2. On further appeal, the West Bengal Taxation Tribunal came to the conclusion that the assessment of the firm by including in its turnover sales made by it as commission agent of 24 other principals was erroneous in law. It was of the view that the liability of the firm and others for sales tax was confined to the sales effected by it on its own behalf. The sales effected on behalf of 24 other disclosed principals as commission agents had to be assessed separately.

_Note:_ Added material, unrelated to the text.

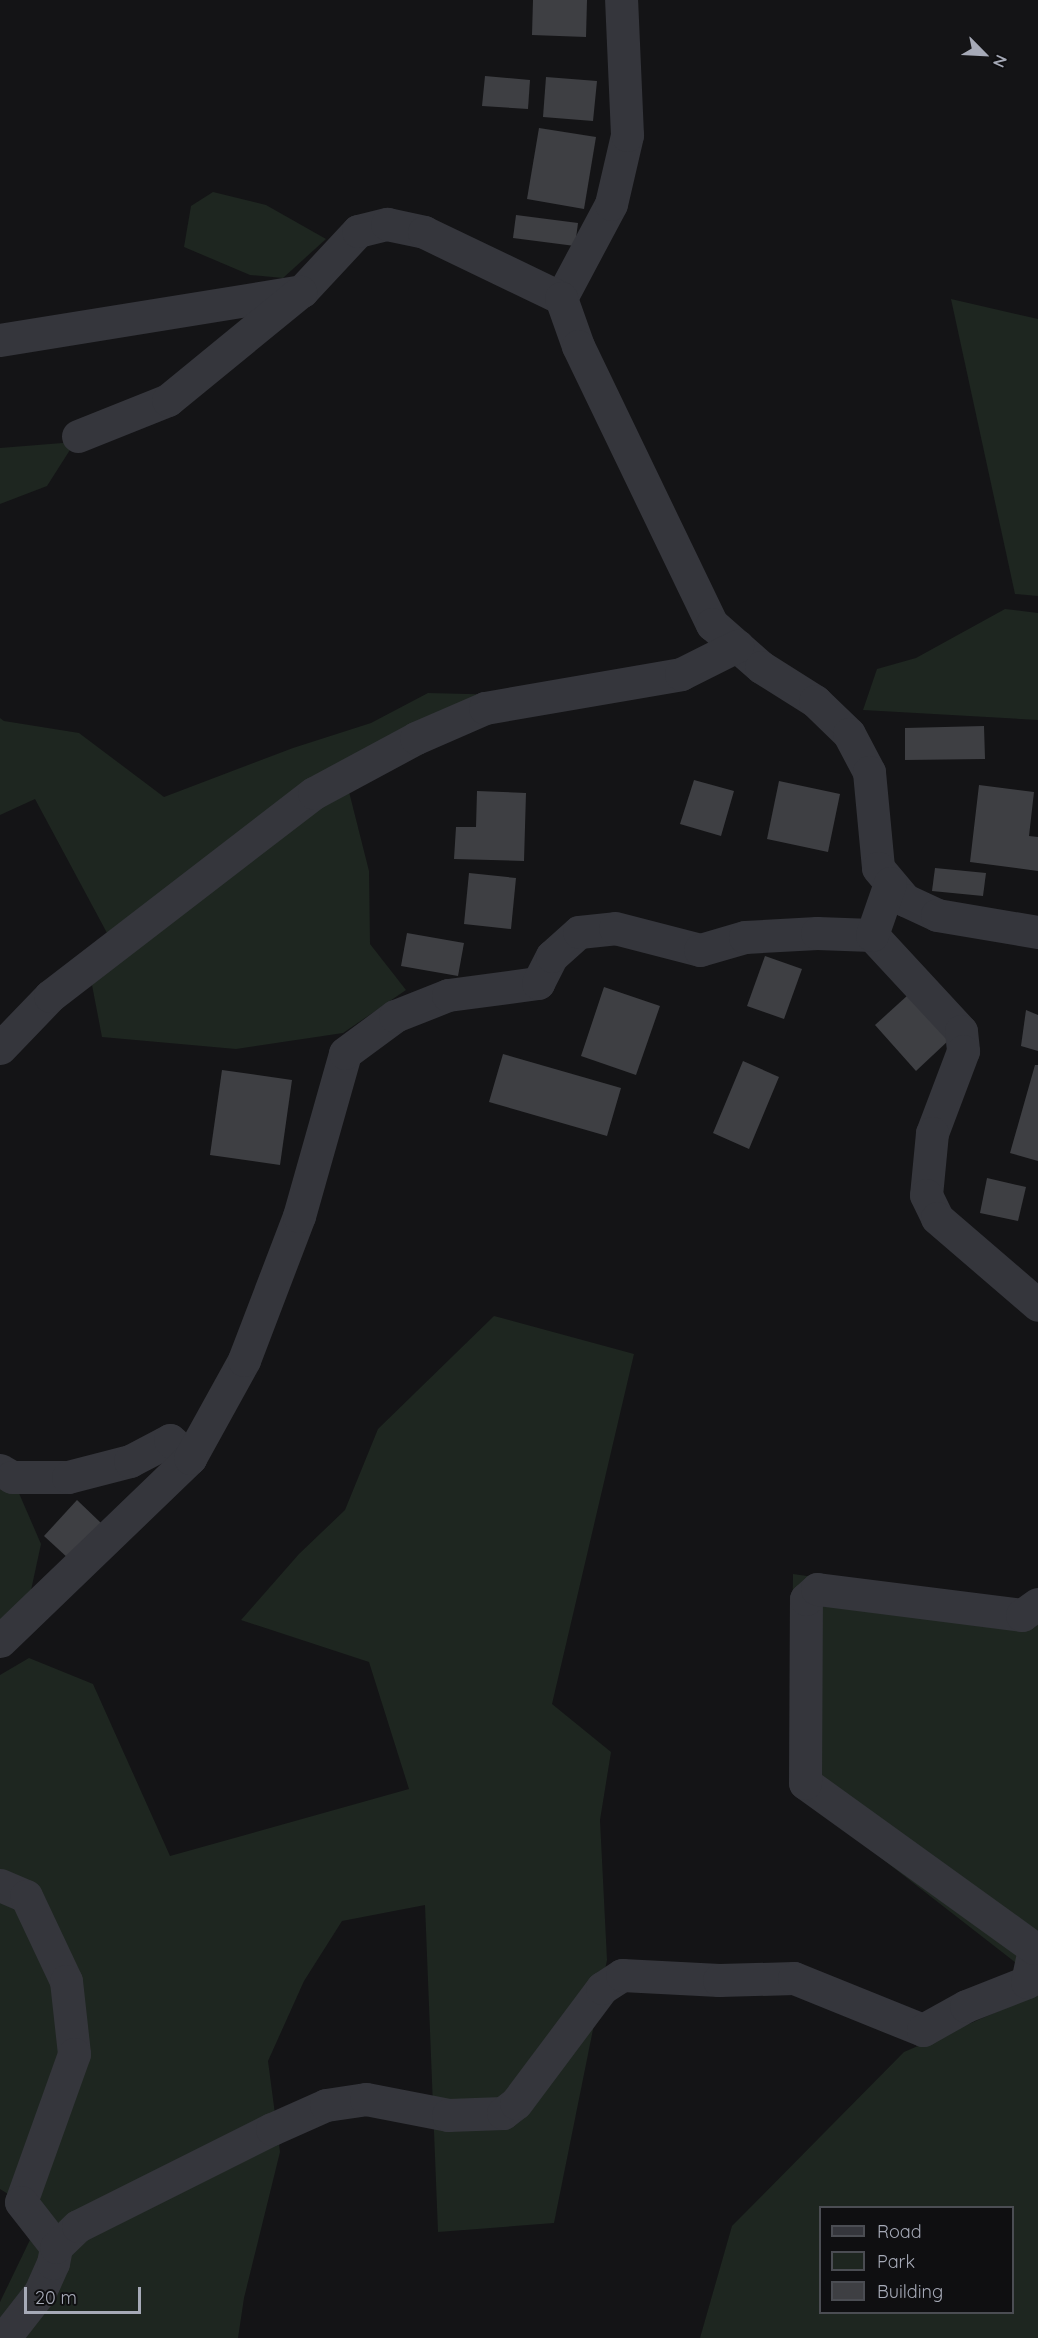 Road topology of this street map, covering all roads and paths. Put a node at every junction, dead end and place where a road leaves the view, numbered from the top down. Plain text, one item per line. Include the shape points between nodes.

3. The contention made on behalf of the firm which found favour with the Taxation Tribunal was that the definition of ‘dealer’ provided by the Bengal Finance (Sales Tax) Act, 1941 did not permit the Commercial Tax Officer to tax a dealer in respect of sales effected on behalf of the principals. The attention of the Tribunal was drawn to the definition of ‘turnover’ in sales tax laws of some other States where goods sold by an agent on his own account as well as on account of somebody else have been brought within the mischief of the Act by specific words. Reference was made to the case of Ramaswamy Gounder and Sons v. State of Madras, 32 STC 350. There, in the definition of ‘turnover’ provided by the Tamil Nadu General Sales Tax Act, turnover included sales effected by a dealer directly or through another “on his own account or on account of others”. These words, according to the Tribunal were crucial for determination of the liability of a dealer in cases where sales were effected on behalf of a disclosed principal. It was contended that unless there were specific words to the contrary, the liability of the dealer would be the same as that of the principal. The agent could not be made liable for any amount of tax for which the principal was not liable. Aggregation of sales effected by a dealer on behalf of as many as 24 principals led to imposition of a higher rate of duty. If the principals were separately assessed, they would have paid a much lower rate of duty. The liability of the agent was co-extensive with that of the principal. If a dealer sells any goods on behalf of the disclosed principal, the Sales Tax Officer has an option to tax the principal or levy tax on the dealer on behalf of the principal. The liability of the dealer, however, will be the same as that of the principal. There is nothing in the Act which permits the Sales Tax Officer to add together the sales made on behalf of as many as 24 principals so that the turnover becomes larger and the rate of tax becomes higher. There was no way, the dealer could recover this larger tax from its principals.
4. We are unable to uphold this contention for a number of reasons.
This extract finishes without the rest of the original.